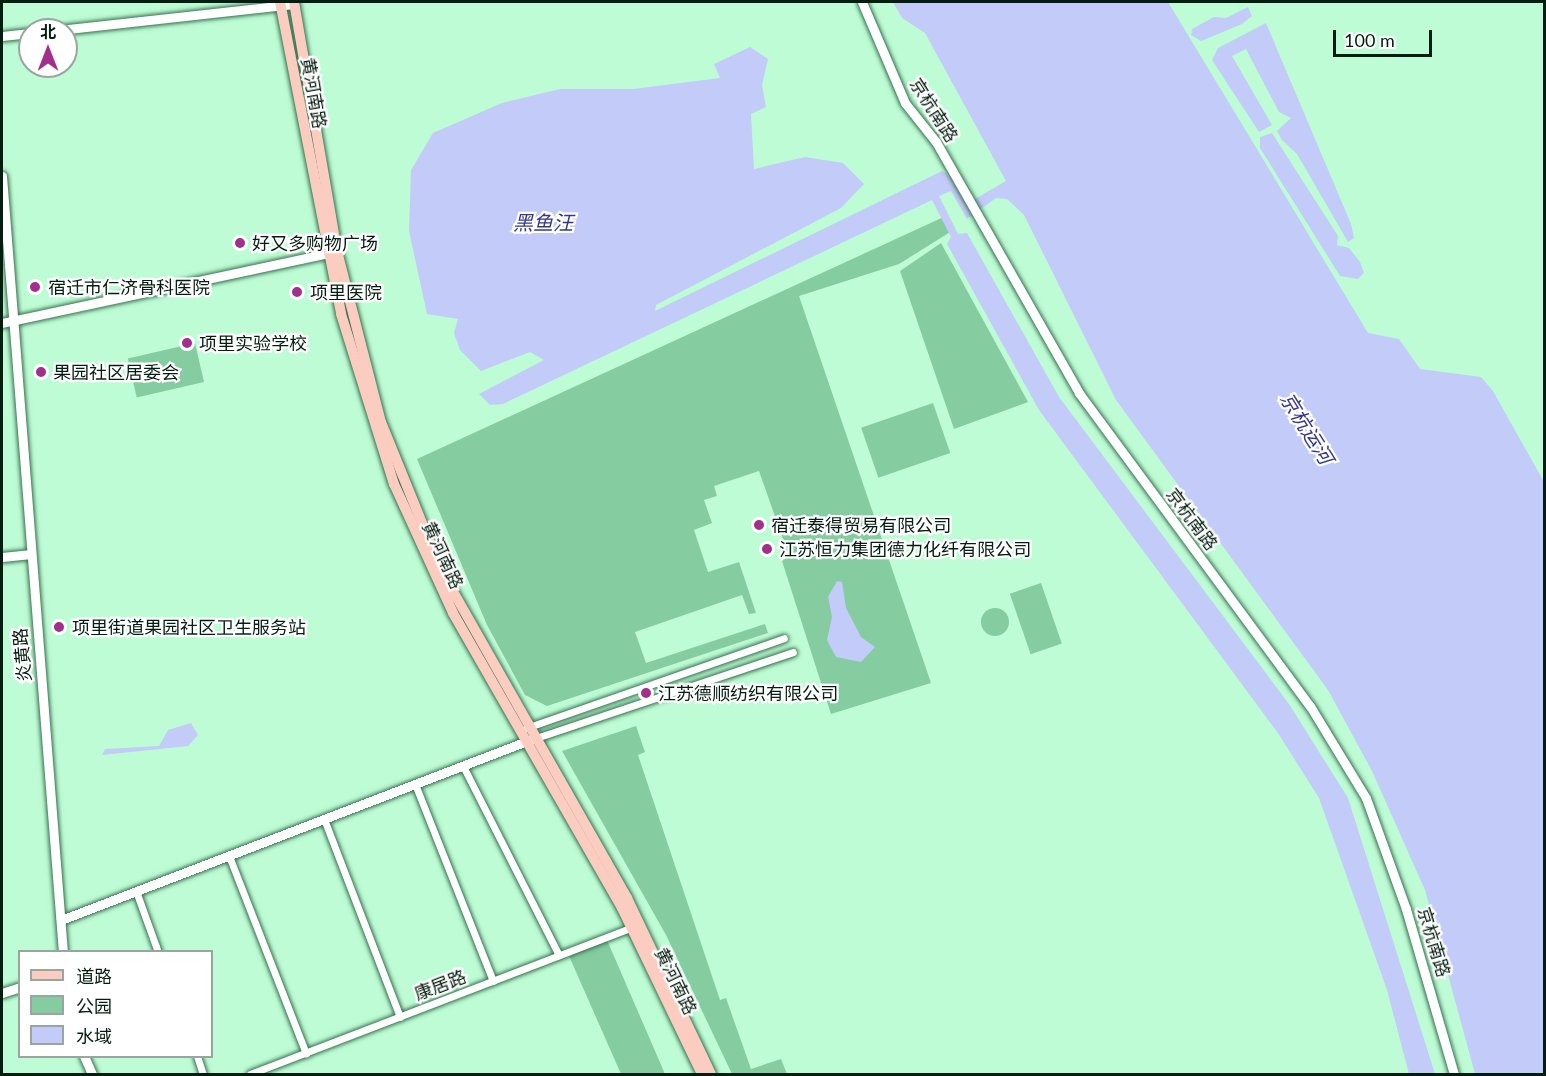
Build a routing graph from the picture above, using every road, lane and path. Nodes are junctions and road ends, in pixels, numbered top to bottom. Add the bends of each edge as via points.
1 (294, 2) edge
2 (862, 2) edge
3 (281, 3) edge
4 (78, 28) edge
5 (18, 34) edge
6 (2, 36) edge
7 (2, 176) edge
8 (332, 252) junction
9 (14, 322) junction
10 (2, 323) edge
11 (29, 554) junction
12 (2, 557) edge
13 (784, 638) dead end
14 (793, 652) dead end
15 (522, 729) junction
16 (528, 741) junction
17 (463, 766) junction
18 (416, 784) junction
19 (324, 819) junction
20 (229, 856) junction
21 (136, 891) junction
22 (61, 920) junction
23 (636, 926) junction
24 (63, 950) edge
25 (158, 950) edge
26 (559, 955) junction
27 (493, 981) junction
28 (18, 988) edge
29 (2, 993) edge
30 (400, 1017) junction
31 (306, 1053) junction
32 (85, 1058) edge
33 (198, 1058) edge
34 (92, 1074) edge
35 (204, 1074) edge
36 (250, 1074) edge
37 (702, 1074) edge
38 (711, 1074) edge
39 (1454, 1074) edge

1 - 3 street
1 - 8 main road, 黄河南路
2 - 39 street, 京杭南路 via 905,103 936,142 1078,393 1311,706 1360,788 1406,909
3 - 4 street
3 - 8 main road, 黄河南路
5 - 6 street
7 - 9 street, 炎黄路
8 - 9 street
8 - 15 main road, 黄河南路 via 375,404 413,506
9 - 10 street
9 - 11 street, 炎黄路
11 - 12 street
11 - 22 street, 炎黄路
13 - 15 street
14 - 16 street
15 - 16 main road, 黄河南路
16 - 17 street
16 - 23 main road, 黄河南路
17 - 18 street
17 - 26 street
18 - 19 street
18 - 27 street
19 - 20 street
19 - 30 street
20 - 21 street
20 - 31 street
21 - 22 street
21 - 25 street
22 - 24 street, 炎黄路
23 - 26 street, 康居路
23 - 37 main road, 黄河南路
23 - 38 main road, 黄河南路
26 - 27 street, 康居路
27 - 30 street, 康居路
28 - 29 street
30 - 31 street, 康居路
31 - 36 street, 康居路
32 - 34 street
33 - 35 street

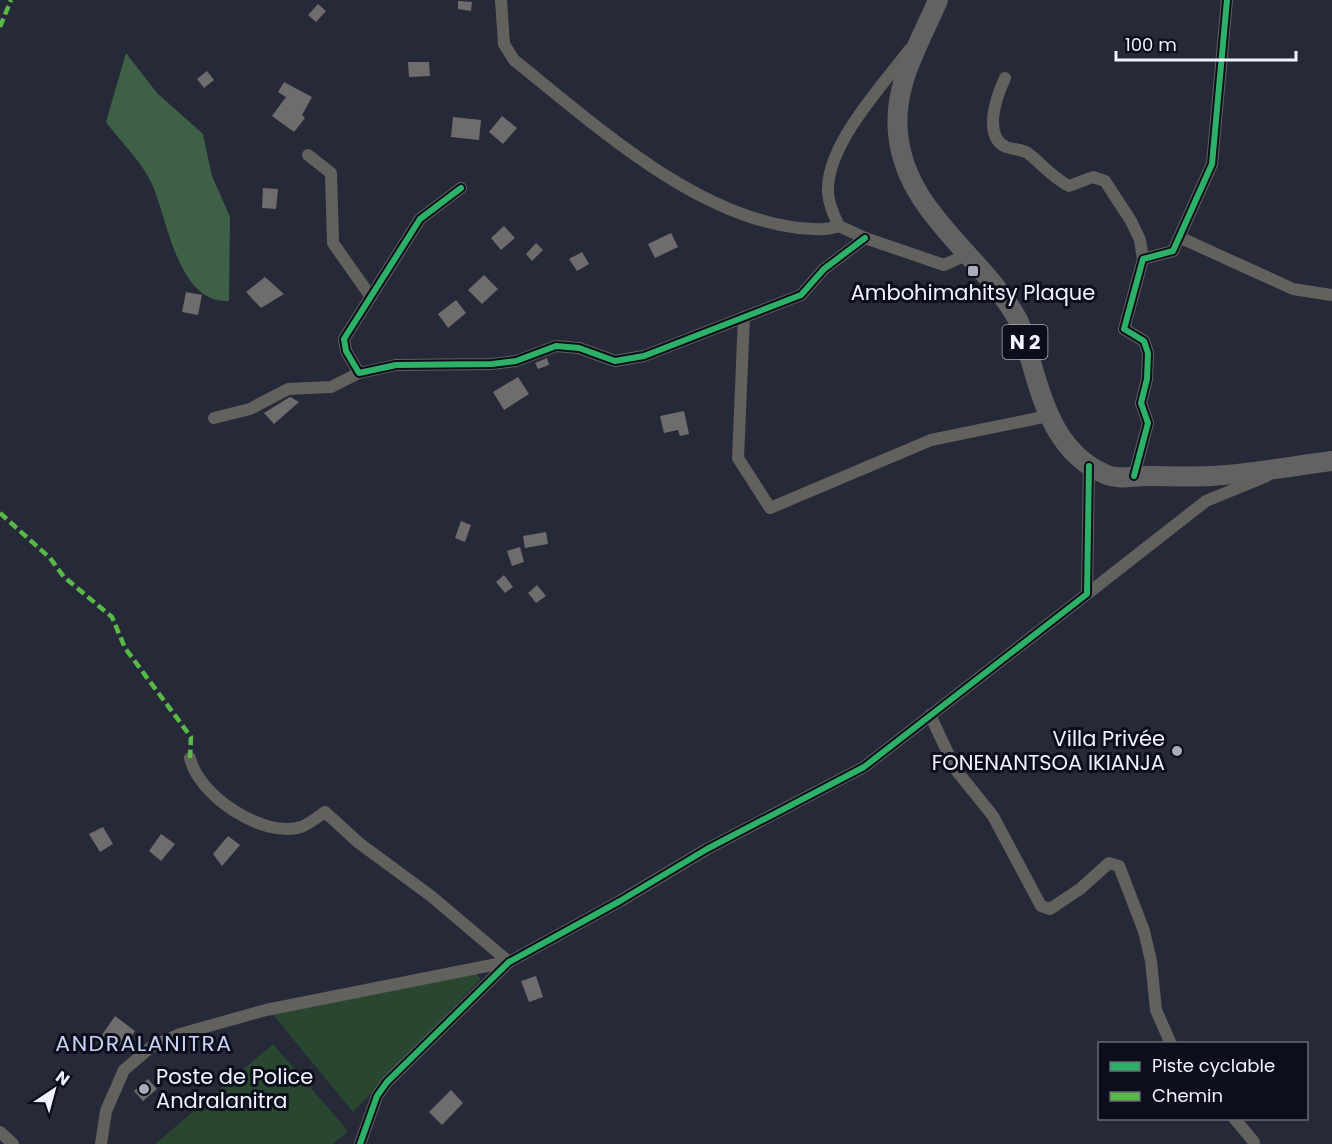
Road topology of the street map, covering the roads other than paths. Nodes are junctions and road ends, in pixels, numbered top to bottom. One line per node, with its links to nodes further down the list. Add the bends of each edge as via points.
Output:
1 (501, 0): 8 (street, via 504,44 514,60 636,156 732,212 770,224 827,231)
2 (938, 0): 4 (main road, N 2)
3 (1227, 0): 10 (street, via 1212,164)
4 (927, 27): 8 (street, via 847,134 831,166 827,188); 11 (main road, N 2, via 903,78 897,133 906,171 926,207)
5 (1005, 78): 12 (street, via 996,96 993,123 999,141 1006,147 1027,152 1053,177 1069,186 1093,177 1106,181 1131,221)
6 (308, 155): 14 (street, via 331,173 333,243)
7 (461, 188): 14 (street, via 420,219)
8 (839, 226): 9 (street)
9 (865, 238): 11 (street, via 944,265); 15 (street, via 824,269 801,295)
10 (1180, 238): 12 (street, via 1173,252); 13 (street, via 1293,288)
11 (966, 255): 17 (main road, N 2, via 1019,322)
12 (1143, 259): 22 (street, via 1124,329 1144,341 1148,353 1142,403 1148,423)
13 (1332, 295)
14 (371, 297): 16 (street, via 344,339 346,351)
15 (744, 317): 16 (street, via 644,356 615,361 579,348 556,346 516,361 396,365); 17 (street, via 738,458 770,508 931,440)
16 (359, 373): 18 (street, via 331,387 288,389 250,409)
17 (1048, 416): 21 (main road, N 2, via 1063,441)
18 (214, 418)
19 (1332, 461): 20 (main road, N 2)
20 (1293, 465): 22 (main road, N 2, via 1211,476); 23 (street, via 1206,501)
21 (1089, 466): 22 (main road, N 2, via 1119,478); 23 (street)
22 (1134, 476)
23 (1087, 594): 24 (street)
24 (930, 715): 26 (street, via 864,767 716,844); 27 (street, via 956,770 993,816 1041,906 1050,909 1109,863 1119,866 1143,931 1151,961 1156,1010)
25 (190, 758): 26 (street, via 202,783 255,823 273,828 301,827 325,812)
26 (509, 962): 32 (street, via 266,1010 180,1034 151,1047 124,1070 106,1111); 33 (street, via 387,1082 377,1096)
27 (1170, 1042)
28 (1235, 1120): 30 (street)
29 (0, 1132): 31 (street)
30 (1254, 1142)
31 (13, 1144)
32 (102, 1144)
33 (360, 1144)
####################
* _Exercise goal_
Every line above with the word "dead" is to be copied out.

* _Response below_
13 (784, 638) dead end
14 (793, 652) dead end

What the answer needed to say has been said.